Re: Proposed HTTP SEARCH method update

On 2015-05-20 08:37, Wenbo Zhu wrote:
> ...
>     SEARCH can be safely retried, and some pieces of code already know that.
>     Also: X-HTTP-Method-Override is a hack people used when they
>     couldn't use new methods (for some value of "new"). Why does *not*
>     using this hack feel to you like doing it? /me confused.
> SEARCH to me is like a POST, i.e. to make a function call against a
> resource. This is what I was suggesting (or voting) ...

Well, it's not.
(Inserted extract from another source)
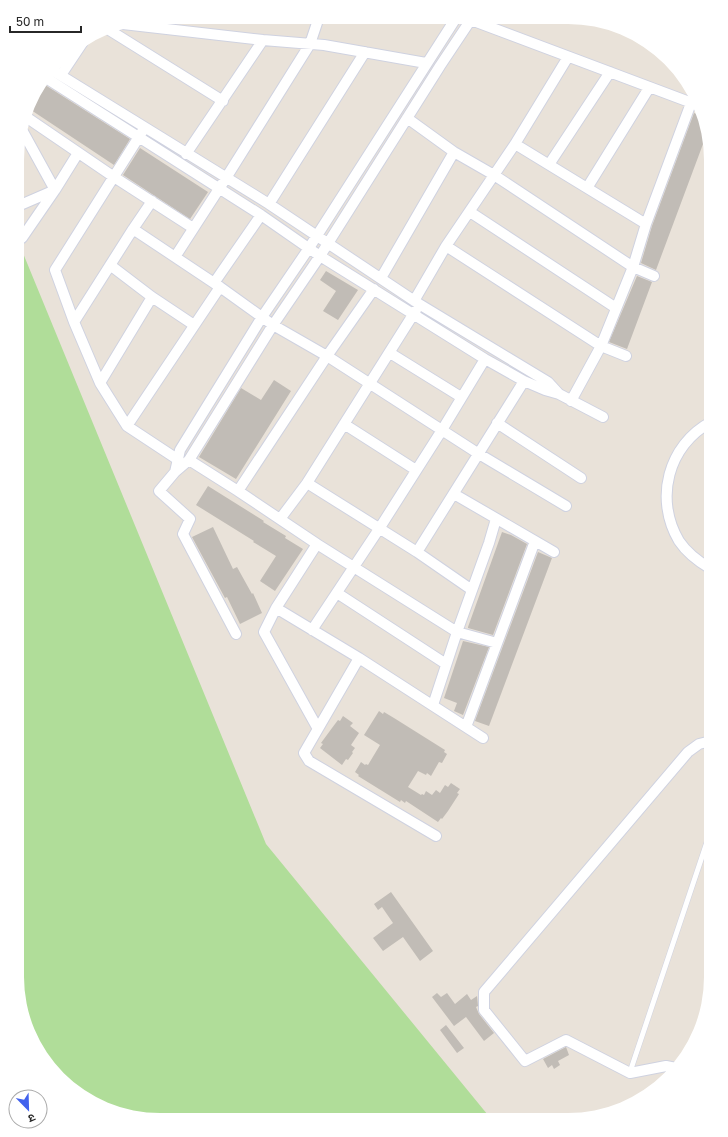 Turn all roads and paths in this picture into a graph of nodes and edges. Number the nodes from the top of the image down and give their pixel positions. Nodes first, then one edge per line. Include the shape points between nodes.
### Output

One obvious difference is that it already is defined to 
be safe.

>         GET with a body: to ensure no server will ignore the body, could we
>         expect the client to generate a unique token in the URL? Also, I
>         think
>     a) How is this supposed to work? b) Even if it did, how is mangling
>     things into the URL ever a good idea?
> To address the concern that a server that does not look at the GET body
> may return an unfiltered resource based on just the URL.

I still don't see how this affect existing code.

> ...
>     Yes, if you rewrite all components that currently do not expect GET
>     with bodies.
> If we can address the safety issue, then I believe GET + body
> complicates the Web less than introducing a new method like SEARCH
> (whose use cases overlaps with GET in many ways), IMHO.

SEARCH is not a new method. The proposal is about extending it to make 
it useful outside WebDAV.

Best regards,Julian

Received on Wednesday, 20 May 2015 06:41:36 UTC